Published: July 16, 2026
An Embedded Form is placed directly inside an existing page on your website. It remains part of the surrounding content instead of appearing above it.
Embedded Forms work well in blog articles, landing pages on your own website, newsletter sections, sidebars, and footers. The location where you add the form code determines where the form appears.
This guide covers the steps that are unique to Embedded Forms. The common visual editing functions are explained in the main Signup Form Builder guide.
Open “Signup Forms”, click “Create Form”, and select “Embedded Form”. Enter a clear internal name and continue to the builder.
You can also edit an existing form by clicking its name in the Signup Forms Overview.
The internal name is not automatically displayed to visitors. Name the form after its location or purpose, for example “Homepage Newsletter”, “Blog Footer”, or “Product Updates”.
Embedded Forms offer a blank form, a standard form, and four designed templates:
Choose the design that best matches the space and tone of the website where the form will appear. Every starter can be changed completely after selection.
Use “Layout” and “Content” to arrange the form. An Embedded Form can contain the signup form together with supporting text, images, lists, buttons, social links, a subscriber counter, spacers, or dividers.
For a narrow sidebar or footer, a single-column design is usually easiest to read. In a wider page section, a two-column layout can place a short explanation or image next to the fields.
Select the signup form block to choose subscriber fields, required fields, labels, hidden tags, a progress indicator, and an optional subscriber counter. You can then style the form container, fields, and submit button separately.
Open “Page settings” to change the background and overall design defaults for the Embedded Form canvas. Keep the surrounding website in mind. A transparent or simple background often integrates more naturally, while a contrasting background helps the signup offer stand out.
The complete instructions for layouts, content, layers, fields, tags, typography, and appearance are in Using the Signup Form Builder.
Use the signup flow control in the builder header to review what happens after submission, which Double Opt-in email is sent, and what the visitor sees after confirmation.

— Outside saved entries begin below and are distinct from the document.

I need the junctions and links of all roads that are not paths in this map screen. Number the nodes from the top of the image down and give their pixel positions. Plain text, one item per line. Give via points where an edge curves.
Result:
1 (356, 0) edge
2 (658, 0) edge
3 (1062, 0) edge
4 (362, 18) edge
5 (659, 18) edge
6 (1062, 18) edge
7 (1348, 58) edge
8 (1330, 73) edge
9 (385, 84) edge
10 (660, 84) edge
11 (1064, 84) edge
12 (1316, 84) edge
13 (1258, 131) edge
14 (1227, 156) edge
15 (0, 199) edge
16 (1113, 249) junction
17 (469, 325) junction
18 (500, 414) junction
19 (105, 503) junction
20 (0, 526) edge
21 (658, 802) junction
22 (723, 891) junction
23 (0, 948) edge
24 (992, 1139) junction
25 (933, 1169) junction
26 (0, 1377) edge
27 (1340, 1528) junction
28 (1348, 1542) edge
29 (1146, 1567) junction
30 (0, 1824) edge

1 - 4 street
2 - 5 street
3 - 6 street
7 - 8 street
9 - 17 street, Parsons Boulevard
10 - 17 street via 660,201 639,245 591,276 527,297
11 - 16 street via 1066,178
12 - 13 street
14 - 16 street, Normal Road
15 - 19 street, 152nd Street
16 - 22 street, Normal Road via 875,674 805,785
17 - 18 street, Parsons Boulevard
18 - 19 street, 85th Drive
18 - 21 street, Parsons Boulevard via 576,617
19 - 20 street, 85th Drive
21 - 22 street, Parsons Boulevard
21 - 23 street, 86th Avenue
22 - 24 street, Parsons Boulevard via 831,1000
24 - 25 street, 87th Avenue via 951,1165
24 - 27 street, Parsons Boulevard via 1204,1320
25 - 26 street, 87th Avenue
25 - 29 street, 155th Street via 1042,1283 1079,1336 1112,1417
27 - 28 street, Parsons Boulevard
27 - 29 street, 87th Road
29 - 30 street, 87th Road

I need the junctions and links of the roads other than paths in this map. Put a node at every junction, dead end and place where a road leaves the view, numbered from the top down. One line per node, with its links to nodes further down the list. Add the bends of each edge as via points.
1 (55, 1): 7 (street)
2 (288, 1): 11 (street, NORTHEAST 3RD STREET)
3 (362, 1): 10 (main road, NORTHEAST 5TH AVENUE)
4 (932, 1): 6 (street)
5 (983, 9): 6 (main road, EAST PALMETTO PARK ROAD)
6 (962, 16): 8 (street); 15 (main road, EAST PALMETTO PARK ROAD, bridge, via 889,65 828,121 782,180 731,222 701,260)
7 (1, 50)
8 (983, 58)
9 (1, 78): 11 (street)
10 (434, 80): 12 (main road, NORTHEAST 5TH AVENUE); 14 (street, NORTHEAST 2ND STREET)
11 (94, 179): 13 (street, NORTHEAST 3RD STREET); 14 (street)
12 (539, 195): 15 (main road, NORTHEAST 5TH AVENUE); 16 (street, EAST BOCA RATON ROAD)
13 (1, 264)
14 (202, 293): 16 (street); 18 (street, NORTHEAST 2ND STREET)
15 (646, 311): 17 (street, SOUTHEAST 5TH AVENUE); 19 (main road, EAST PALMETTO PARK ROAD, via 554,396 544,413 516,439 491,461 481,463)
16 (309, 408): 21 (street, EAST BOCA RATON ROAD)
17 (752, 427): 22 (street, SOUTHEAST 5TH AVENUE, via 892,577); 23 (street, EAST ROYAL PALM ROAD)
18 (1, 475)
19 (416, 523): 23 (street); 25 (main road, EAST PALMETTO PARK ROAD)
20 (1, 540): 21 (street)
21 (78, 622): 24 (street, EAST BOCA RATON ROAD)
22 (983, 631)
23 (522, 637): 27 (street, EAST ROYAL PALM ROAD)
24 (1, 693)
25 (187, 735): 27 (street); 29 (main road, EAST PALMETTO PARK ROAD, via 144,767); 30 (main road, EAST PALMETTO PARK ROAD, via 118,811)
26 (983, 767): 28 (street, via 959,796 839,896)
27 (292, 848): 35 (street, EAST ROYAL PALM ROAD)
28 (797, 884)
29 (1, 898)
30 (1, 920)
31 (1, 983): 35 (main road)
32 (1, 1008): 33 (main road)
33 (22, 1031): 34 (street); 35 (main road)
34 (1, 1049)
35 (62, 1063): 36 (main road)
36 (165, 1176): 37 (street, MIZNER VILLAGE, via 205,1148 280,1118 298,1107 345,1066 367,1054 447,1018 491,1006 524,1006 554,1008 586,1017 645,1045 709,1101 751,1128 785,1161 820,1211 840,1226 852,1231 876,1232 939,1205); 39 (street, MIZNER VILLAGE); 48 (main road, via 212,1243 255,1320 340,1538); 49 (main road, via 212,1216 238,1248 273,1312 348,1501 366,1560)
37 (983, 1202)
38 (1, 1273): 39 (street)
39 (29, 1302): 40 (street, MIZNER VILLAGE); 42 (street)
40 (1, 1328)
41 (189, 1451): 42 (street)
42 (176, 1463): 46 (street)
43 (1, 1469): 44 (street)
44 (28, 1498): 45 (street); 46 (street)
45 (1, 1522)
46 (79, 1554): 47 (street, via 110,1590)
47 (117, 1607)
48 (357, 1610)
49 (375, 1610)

You can select an existing flow, edit the assigned flow, or create a new one. If the selected flow is shared with other forms, remember that editing it can affect those forms too.
Click “Preview” to review the complete form before placing it on your website. Check the field order, labels, error space, button text, and the amount of supporting content.
Click “Save changes” to store the current version. Return to the Signup Forms Overview when you are ready to embed it.
The Embedded Form must be active before its public code can be used.
If the form is inactive, open its three-dot actions menu in the Signup Forms Overview and choose “Activate”. An active form shows the “Show Code Snippet” action.
Deactivate the form when it should no longer be available on your website. Deactivation takes the form offline without deleting its design or previous report data.
Click “Show Code Snippet” and open the “JavaScript” tab. Maildroppa provides a short script containing the unique form ID.
The code follows this structure:
<script async src="https://form.maildroppa.com/md-form-loader.js" data-md-form="[form-id]"></script>
Copy the complete code without changing the script address or form ID.
The JavaScript option loads the current saved form through the Maildroppa form runtime. When you later edit and save the same form in Maildroppa, the existing snippet still refers to that form ID. You do not need to create a new form simply to change its text or design.
Paste the script into the page location where the Embedded Form should appear.
The exact steps depend on your website system. In a page builder or content management system, use a block that accepts custom HTML or script code. In a custom website, add the script to the relevant template or page markup.
Some website editors remove script tags for security reasons. If the form does not appear after publishing the page, first check whether the editor preserved the complete Maildroppa script. You may need to use the system’s dedicated custom-code area or ask the person who manages the website.
Do not paste the same Embedded Form snippet several times on one page unless you intentionally want the same form in several locations and have tested that setup.
The “HTML” tab provides the generated form markup. This option is intended for custom implementations where you want to work directly with the rendered HTML.
Copy the complete markup if you choose this method. Because a custom HTML integration can be affected by your website styles and implementation, test its fields, validation, submission, and confirmation flow carefully.
For the normal Maildroppa-managed form, the JavaScript snippet is the shorter integration and loads the current public form configuration by its ID.
Publish or preview the website page that contains the code. Then test the form as a visitor would:
If the form is wider than its website container, adjust the form width, column layout, padding, or mobile stack settings in the builder. Avoid fixing layout problems by changing the generated Maildroppa code.
Open the same form in Maildroppa, make the changes, preview them, and click “Save changes”. The JavaScript snippet on your website continues to use the same form ID and loads the saved public configuration.
If the form should be removed temporarily, deactivate it from the Signup Forms Overview. If it is no longer needed, remove the snippet from the website as well so that the page does not contain unused code.